Problem: Transcribe every record without leaving anything out or changing a word.

Stored data entries
%%

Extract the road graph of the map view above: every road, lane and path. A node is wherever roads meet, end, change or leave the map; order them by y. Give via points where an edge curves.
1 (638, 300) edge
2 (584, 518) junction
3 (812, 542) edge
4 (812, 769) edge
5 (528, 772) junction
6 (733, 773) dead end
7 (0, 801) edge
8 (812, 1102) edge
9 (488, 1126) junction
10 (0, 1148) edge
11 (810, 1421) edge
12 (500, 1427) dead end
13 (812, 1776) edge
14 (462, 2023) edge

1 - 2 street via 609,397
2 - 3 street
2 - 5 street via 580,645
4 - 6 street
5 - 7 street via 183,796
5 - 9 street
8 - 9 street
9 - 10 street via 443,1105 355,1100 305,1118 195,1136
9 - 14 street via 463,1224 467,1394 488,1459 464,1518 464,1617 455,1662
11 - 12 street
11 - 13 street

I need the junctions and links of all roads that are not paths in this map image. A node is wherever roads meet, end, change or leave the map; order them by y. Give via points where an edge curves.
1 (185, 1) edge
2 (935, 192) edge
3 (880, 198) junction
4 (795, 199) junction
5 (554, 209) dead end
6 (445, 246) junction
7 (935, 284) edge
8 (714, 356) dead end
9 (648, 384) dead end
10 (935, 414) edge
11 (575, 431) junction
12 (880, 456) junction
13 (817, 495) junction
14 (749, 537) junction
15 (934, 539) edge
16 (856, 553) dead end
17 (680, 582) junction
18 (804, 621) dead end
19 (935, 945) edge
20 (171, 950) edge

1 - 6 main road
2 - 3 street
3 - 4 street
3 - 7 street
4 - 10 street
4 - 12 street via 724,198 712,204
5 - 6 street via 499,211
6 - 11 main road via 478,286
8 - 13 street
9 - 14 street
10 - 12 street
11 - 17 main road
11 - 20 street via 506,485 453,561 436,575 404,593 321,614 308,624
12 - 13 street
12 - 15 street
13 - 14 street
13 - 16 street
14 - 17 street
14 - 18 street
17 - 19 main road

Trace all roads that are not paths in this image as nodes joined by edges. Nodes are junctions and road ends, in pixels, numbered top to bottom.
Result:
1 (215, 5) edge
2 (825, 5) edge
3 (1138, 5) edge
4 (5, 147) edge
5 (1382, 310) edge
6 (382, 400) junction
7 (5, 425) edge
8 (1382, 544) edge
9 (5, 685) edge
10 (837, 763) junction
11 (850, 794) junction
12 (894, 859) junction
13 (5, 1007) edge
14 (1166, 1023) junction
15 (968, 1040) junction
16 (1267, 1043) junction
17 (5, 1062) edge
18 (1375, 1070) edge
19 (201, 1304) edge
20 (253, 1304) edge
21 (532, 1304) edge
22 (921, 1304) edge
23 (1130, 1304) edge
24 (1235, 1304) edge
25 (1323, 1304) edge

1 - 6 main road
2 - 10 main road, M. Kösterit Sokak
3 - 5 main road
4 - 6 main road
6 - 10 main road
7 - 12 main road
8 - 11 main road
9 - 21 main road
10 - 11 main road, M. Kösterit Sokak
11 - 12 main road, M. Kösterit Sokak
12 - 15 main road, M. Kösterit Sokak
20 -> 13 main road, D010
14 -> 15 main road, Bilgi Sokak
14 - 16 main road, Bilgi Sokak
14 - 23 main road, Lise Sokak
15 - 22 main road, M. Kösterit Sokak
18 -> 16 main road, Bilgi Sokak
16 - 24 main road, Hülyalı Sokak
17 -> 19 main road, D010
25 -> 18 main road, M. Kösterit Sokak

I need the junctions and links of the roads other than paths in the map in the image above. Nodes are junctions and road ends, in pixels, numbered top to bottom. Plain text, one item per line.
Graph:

%%

Exercise answer:
Extract the road graph of the map view above: every road, lane and path. A node is wherever roads meet, end, change or leave the map; order them by y. Give via points where an edge curves.
1 (638, 300) edge
2 (584, 518) junction
3 (812, 542) edge
4 (812, 769) edge
5 (528, 772) junction
6 (733, 773) dead end
7 (0, 801) edge
8 (812, 1102) edge
9 (488, 1126) junction
10 (0, 1148) edge
11 (810, 1421) edge
12 (500, 1427) dead end
13 (812, 1776) edge
14 (462, 2023) edge

1 - 2 street via 609,397
2 - 3 street
2 - 5 street via 580,645
4 - 6 street
5 - 7 street via 183,796
5 - 9 street
8 - 9 street
9 - 10 street via 443,1105 355,1100 305,1118 195,1136
9 - 14 street via 463,1224 467,1394 488,1459 464,1518 464,1617 455,1662
11 - 12 street
11 - 13 street

I need the junctions and links of all roads that are not paths in this map image. A node is wherever roads meet, end, change or leave the map; order them by y. Give via points where an edge curves.
1 (185, 1) edge
2 (935, 192) edge
3 (880, 198) junction
4 (795, 199) junction
5 (554, 209) dead end
6 (445, 246) junction
7 (935, 284) edge
8 (714, 356) dead end
9 (648, 384) dead end
10 (935, 414) edge
11 (575, 431) junction
12 (880, 456) junction
13 (817, 495) junction
14 (749, 537) junction
15 (934, 539) edge
16 (856, 553) dead end
17 (680, 582) junction
18 (804, 621) dead end
19 (935, 945) edge
20 (171, 950) edge

1 - 6 main road
2 - 3 street
3 - 4 street
3 - 7 street
4 - 10 street
4 - 12 street via 724,198 712,204
5 - 6 street via 499,211
6 - 11 main road via 478,286
8 - 13 street
9 - 14 street
10 - 12 street
11 - 17 main road
11 - 20 street via 506,485 453,561 436,575 404,593 321,614 308,624
12 - 13 street
12 - 15 street
13 - 14 street
13 - 16 street
14 - 17 street
14 - 18 street
17 - 19 main road

Trace all roads that are not paths in this image as nodes joined by edges. Nodes are junctions and road ends, in pixels, numbered top to bottom.
Result:
1 (215, 5) edge
2 (825, 5) edge
3 (1138, 5) edge
4 (5, 147) edge
5 (1382, 310) edge
6 (382, 400) junction
7 (5, 425) edge
8 (1382, 544) edge
9 (5, 685) edge
10 (837, 763) junction
11 (850, 794) junction
12 (894, 859) junction
13 (5, 1007) edge
14 (1166, 1023) junction
15 (968, 1040) junction
16 (1267, 1043) junction
17 (5, 1062) edge
18 (1375, 1070) edge
19 (201, 1304) edge
20 (253, 1304) edge
21 (532, 1304) edge
22 (921, 1304) edge
23 (1130, 1304) edge
24 (1235, 1304) edge
25 (1323, 1304) edge

1 - 6 main road
2 - 10 main road, M. Kösterit Sokak
3 - 5 main road
4 - 6 main road
6 - 10 main road
7 - 12 main road
8 - 11 main road
9 - 21 main road
10 - 11 main road, M. Kösterit Sokak
11 - 12 main road, M. Kösterit Sokak
12 - 15 main road, M. Kösterit Sokak
20 -> 13 main road, D010
14 -> 15 main road, Bilgi Sokak
14 - 16 main road, Bilgi Sokak
14 - 23 main road, Lise Sokak
15 - 22 main road, M. Kösterit Sokak
18 -> 16 main road, Bilgi Sokak
16 - 24 main road, Hülyalı Sokak
17 -> 19 main road, D010
25 -> 18 main road, M. Kösterit Sokak

I need the junctions and links of the roads other than paths in the map in the image above. Nodes are junctions and road ends, in pixels, numbered top to bottom. Plain text, one item per line.
Graph:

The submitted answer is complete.